WHAT IS BEING ASKED
Each line below that contains the word "Claremont" must be copied.

:: RECORDS TO USE

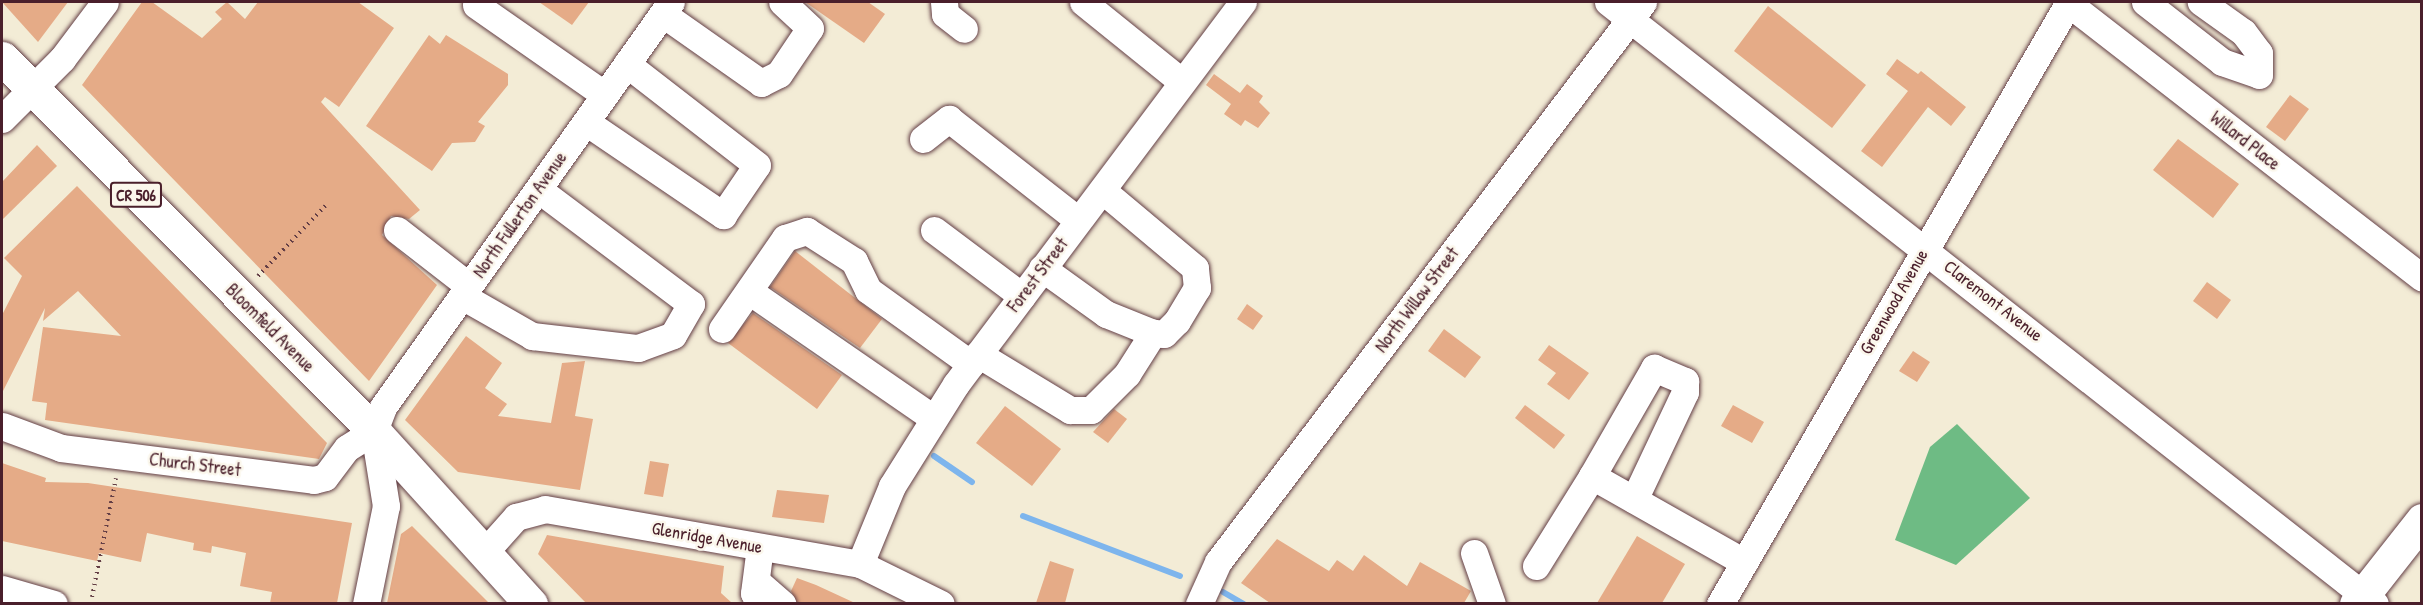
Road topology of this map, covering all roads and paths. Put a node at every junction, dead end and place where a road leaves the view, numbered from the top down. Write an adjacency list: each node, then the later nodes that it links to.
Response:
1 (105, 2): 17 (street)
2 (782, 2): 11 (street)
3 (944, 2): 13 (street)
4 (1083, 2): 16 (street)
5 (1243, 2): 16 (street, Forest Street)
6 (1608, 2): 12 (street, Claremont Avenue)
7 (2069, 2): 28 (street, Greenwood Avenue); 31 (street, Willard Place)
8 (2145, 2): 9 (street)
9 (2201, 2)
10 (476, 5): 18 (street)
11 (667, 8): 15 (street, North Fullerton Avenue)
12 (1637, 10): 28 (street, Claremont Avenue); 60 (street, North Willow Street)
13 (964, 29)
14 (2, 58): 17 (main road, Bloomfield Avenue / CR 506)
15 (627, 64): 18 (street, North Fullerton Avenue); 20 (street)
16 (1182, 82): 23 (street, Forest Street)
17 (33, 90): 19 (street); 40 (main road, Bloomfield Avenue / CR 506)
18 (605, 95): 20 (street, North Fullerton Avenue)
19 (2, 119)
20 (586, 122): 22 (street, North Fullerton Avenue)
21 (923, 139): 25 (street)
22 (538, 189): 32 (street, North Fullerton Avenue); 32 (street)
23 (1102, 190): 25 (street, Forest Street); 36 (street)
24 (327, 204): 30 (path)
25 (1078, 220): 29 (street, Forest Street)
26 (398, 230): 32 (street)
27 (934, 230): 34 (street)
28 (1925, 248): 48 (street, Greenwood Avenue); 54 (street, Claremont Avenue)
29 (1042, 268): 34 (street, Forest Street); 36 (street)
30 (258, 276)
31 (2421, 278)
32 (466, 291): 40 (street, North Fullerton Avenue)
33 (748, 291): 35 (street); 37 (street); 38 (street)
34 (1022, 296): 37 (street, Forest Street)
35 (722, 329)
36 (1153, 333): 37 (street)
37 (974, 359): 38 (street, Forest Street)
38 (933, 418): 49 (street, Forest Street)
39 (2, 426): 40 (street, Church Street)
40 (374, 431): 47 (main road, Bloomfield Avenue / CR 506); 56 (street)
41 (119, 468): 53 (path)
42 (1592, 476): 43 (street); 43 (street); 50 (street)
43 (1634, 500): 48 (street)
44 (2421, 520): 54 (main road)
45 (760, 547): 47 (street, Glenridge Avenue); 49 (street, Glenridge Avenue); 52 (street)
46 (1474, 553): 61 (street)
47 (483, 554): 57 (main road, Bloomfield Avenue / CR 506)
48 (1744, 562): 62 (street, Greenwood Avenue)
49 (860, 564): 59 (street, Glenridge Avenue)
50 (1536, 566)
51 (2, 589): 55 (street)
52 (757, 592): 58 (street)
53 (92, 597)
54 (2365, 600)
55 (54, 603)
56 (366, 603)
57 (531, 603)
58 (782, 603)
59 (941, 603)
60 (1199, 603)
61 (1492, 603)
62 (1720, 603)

::::
:: RECORDS TO USE

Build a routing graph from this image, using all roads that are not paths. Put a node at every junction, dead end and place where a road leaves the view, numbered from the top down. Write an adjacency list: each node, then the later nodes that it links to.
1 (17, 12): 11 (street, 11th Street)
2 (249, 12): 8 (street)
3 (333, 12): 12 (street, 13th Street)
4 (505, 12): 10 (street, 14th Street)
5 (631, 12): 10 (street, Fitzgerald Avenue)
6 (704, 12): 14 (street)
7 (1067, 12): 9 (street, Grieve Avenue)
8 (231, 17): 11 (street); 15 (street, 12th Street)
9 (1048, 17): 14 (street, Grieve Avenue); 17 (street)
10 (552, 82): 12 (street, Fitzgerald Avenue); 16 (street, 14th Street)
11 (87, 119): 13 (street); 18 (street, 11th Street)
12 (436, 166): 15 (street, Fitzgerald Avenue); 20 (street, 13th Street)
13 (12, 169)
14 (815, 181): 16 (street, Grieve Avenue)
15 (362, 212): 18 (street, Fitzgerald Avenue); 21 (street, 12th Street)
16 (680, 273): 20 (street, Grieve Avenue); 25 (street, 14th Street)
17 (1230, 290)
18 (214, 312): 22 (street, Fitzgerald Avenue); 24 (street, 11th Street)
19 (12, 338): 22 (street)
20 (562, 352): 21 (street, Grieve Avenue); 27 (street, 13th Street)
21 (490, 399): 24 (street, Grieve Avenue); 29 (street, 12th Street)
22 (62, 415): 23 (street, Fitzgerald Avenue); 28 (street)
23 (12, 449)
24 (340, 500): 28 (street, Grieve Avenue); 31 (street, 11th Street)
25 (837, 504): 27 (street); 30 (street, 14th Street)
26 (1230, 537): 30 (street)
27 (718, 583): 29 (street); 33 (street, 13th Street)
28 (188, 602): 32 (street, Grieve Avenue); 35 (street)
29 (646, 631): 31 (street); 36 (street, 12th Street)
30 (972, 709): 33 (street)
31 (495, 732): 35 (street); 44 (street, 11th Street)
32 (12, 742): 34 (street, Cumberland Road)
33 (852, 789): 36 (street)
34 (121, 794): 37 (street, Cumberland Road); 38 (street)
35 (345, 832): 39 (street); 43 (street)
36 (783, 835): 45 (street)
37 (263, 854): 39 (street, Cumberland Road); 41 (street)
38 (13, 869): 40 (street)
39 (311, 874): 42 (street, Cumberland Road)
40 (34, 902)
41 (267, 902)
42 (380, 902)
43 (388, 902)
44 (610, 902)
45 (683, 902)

::::

RESPONSE
6 (1608, 2): 12 (street, Claremont Avenue)
12 (1637, 10): 28 (street, Claremont Avenue); 60 (street, North Willow Street)
28 (1925, 248): 48 (street, Greenwood Avenue); 54 (street, Claremont Avenue)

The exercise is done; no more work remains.